▸ Dataset records
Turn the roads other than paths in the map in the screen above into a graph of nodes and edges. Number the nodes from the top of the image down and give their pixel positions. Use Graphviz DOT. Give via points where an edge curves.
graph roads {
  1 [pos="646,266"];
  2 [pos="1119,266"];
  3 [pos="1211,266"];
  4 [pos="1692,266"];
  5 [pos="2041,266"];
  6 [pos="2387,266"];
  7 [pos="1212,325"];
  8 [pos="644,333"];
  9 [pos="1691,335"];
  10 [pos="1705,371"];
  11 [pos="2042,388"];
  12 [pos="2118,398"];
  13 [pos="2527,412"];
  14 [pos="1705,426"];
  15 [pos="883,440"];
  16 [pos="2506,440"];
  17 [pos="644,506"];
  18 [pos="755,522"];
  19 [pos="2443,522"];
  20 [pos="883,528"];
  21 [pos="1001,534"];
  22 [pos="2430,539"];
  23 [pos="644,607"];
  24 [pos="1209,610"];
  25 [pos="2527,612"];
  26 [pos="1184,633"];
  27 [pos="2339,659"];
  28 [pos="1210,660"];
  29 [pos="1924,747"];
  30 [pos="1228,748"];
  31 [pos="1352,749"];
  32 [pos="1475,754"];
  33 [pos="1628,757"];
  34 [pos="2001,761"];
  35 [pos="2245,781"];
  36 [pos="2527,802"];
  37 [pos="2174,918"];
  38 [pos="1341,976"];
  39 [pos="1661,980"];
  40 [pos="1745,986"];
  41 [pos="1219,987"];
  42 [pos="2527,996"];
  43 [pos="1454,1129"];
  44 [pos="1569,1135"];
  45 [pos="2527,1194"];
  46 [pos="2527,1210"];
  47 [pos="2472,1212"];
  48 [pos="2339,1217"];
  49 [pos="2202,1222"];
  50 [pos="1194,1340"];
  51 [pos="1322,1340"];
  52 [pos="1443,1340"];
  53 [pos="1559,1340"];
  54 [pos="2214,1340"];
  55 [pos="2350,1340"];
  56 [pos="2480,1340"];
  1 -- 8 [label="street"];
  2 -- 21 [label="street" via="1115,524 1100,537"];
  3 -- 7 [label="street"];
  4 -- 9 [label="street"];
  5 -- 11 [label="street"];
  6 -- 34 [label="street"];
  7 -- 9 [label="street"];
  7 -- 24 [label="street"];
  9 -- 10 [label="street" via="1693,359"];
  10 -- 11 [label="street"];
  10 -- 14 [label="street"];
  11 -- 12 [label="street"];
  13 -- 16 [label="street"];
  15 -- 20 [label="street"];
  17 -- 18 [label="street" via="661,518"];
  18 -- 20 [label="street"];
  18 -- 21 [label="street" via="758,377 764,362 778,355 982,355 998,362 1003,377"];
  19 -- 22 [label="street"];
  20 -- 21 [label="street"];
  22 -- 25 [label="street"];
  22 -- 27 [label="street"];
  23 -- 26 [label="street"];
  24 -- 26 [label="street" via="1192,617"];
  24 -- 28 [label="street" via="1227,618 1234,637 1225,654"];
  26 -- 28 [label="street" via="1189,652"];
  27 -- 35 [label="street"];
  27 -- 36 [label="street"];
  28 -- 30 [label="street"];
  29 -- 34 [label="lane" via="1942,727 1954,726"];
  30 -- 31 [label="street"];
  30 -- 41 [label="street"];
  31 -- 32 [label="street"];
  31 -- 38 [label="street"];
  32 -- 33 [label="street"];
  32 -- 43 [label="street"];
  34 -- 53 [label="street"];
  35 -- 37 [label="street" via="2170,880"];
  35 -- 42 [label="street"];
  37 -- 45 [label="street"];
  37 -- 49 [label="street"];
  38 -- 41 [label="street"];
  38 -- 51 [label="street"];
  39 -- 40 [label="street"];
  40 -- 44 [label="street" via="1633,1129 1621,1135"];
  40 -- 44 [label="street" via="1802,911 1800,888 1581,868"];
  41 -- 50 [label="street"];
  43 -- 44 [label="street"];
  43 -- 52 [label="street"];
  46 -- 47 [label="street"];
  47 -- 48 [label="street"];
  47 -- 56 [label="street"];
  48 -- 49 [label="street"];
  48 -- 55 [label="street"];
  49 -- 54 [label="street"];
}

▸ Task
As you read the records above, find each line that contains "roads" and copy it.

▸ Answer to this exercise
Turn the roads other than paths in the map in the screen above into a graph of nodes and edges. Number the nodes from the top of the image down and give their pixel positions. Use Graphviz DOT. Give via points where an edge curves.
graph roads {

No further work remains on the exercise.